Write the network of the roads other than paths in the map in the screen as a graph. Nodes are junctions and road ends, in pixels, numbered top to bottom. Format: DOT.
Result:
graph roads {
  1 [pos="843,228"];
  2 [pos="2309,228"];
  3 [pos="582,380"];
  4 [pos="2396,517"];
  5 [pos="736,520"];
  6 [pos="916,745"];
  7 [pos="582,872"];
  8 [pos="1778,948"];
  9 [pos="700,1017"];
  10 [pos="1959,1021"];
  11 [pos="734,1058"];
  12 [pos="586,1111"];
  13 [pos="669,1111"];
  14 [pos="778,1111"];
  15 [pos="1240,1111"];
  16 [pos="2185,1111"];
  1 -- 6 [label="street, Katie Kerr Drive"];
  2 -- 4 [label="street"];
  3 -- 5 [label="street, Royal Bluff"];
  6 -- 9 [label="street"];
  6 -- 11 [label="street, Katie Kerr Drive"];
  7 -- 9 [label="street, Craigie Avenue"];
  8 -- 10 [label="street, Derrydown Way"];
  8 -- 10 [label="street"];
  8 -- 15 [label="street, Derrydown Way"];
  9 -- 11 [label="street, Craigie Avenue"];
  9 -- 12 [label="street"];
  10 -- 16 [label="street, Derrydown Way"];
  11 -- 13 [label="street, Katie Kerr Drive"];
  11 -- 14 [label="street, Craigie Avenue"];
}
* * *
* TASK TO CARRY OUT *
Give the data back exactly as it stands.

* ANSWER SECTION *
Write the network of the roads other than paths in the map in the screen as a graph. Nodes are junctions and road ends, in pixels, numbered top to bottom. Format: DOT.
Result:
graph roads {
  1 [pos="843,228"];
  2 [pos="2309,228"];
  3 [pos="582,380"];
  4 [pos="2396,517"];
  5 [pos="736,520"];
  6 [pos="916,745"];
  7 [pos="582,872"];
  8 [pos="1778,948"];
  9 [pos="700,1017"];
  10 [pos="1959,1021"];
  11 [pos="734,1058"];
  12 [pos="586,1111"];
  13 [pos="669,1111"];
  14 [pos="778,1111"];
  15 [pos="1240,1111"];
  16 [pos="2185,1111"];
  1 -- 6 [label="street, Katie Kerr Drive"];
  2 -- 4 [label="street"];
  3 -- 5 [label="street, Royal Bluff"];
  6 -- 9 [label="street"];
  6 -- 11 [label="street, Katie Kerr Drive"];
  7 -- 9 [label="street, Craigie Avenue"];
  8 -- 10 [label="street, Derrydown Way"];
  8 -- 10 [label="street"];
  8 -- 15 [label="street, Derrydown Way"];
  9 -- 11 [label="street, Craigie Avenue"];
  9 -- 12 [label="street"];
  10 -- 16 [label="street, Derrydown Way"];
  11 -- 13 [label="street, Katie Kerr Drive"];
  11 -- 14 [label="street, Craigie Avenue"];
}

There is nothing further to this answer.